- Court: High Court of New Zealand
- Full case name: Robert Thompson Burch v Willoughby Consultants Limited (First Defendant), Malcolm James Willoughby (Second Defendant)
- Decided: 21 July 1989
- Citation: (1990) 3 NZELC 97,582
- Transcript: High Court Judgment

Court membership
- Judge sitting: Jeffries J

= Burch v Willoughby Consultants Ltd =

New Zealand court case

Burch v Willoughby Consultants Ltd (1990) 3 NZELC 97,582 is a cited case in New Zealand regarding the remedy of damages for mental distress under the Contractual Remedies Act (1979) for breach of contract.

==Background==
Robert Burch was a chartered accountant nearing the retirement age of 65. Unhappy at the prospect of facing his final years before retiring working for an accountancy firm, he accepted an offer of employment in 1982 by one of his clients, Willoughby Consultants Ltd.

The employment contract guaranteed Burch employment until his 65th birthday, plus 1,000 shares in the company.

However, just over two years later, A C Nielson purchased the company, and did not want to employ someone aged in their sixties.

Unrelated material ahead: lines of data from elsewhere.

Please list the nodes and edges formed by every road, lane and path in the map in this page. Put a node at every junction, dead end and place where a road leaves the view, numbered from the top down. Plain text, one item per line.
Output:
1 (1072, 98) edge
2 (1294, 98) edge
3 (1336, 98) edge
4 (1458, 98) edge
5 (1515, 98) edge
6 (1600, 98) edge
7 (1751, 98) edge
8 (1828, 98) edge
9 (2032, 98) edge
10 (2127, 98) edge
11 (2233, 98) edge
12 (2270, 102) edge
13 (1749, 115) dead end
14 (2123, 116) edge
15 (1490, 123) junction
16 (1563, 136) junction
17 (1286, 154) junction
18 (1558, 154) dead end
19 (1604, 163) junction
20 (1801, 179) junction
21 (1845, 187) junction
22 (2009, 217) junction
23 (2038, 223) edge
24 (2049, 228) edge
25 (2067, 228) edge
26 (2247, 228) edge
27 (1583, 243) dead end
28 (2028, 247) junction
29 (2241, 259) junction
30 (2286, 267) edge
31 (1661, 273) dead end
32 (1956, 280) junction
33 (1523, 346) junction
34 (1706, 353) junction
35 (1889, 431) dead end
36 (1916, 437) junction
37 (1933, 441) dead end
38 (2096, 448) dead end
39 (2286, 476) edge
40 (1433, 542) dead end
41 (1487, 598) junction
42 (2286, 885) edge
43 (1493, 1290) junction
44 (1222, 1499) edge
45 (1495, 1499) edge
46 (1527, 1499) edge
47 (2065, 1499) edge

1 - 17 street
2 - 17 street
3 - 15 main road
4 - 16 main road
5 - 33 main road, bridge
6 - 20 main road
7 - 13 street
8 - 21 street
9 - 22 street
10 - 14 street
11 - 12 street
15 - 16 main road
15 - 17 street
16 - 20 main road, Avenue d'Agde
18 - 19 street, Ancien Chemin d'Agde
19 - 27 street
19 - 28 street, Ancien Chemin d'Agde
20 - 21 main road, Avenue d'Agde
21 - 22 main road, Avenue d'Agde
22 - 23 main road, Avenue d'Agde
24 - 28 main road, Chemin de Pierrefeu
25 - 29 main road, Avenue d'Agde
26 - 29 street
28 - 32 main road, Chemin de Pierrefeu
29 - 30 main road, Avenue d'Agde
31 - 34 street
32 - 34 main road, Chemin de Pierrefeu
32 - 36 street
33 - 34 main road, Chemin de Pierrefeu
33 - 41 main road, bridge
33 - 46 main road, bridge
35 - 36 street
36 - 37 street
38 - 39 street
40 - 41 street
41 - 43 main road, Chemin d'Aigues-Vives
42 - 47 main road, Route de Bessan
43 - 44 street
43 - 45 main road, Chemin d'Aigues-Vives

As a result, the following day of the sale, Willoughby Consultants informed Burch that they were terminating his employment, with three months' notice.

After working out his notice, he sued Willoughby Consultants for the loss of benefits that he would have attained had his employment continued until he turned 65. He also sued for damages under the Contractual Remedies Act (1979).

Willoughby Consultants defended matter by claiming they were entitled to terminate his employment alleging he was involved in a dishonest transaction at work and that he sexually harassed some of his fellow female employees, although Willoughby Consultants only first mentioned these matters after the court action had commenced.

==Held==
The judge did not find any evidence to support Willoughby Consultants claim of misconduct, and in fact none of their witnesses they called were able to cite even one incident to support these claims. Accordingly, Willoughby was awarded damages of $100,000 for the loss of benefits he would have attained had he been employed the 3 years and 199 days until he turned 65. The judge also awarded $10,000 in damages under section 9 of the Contractual Remedies Act (1979).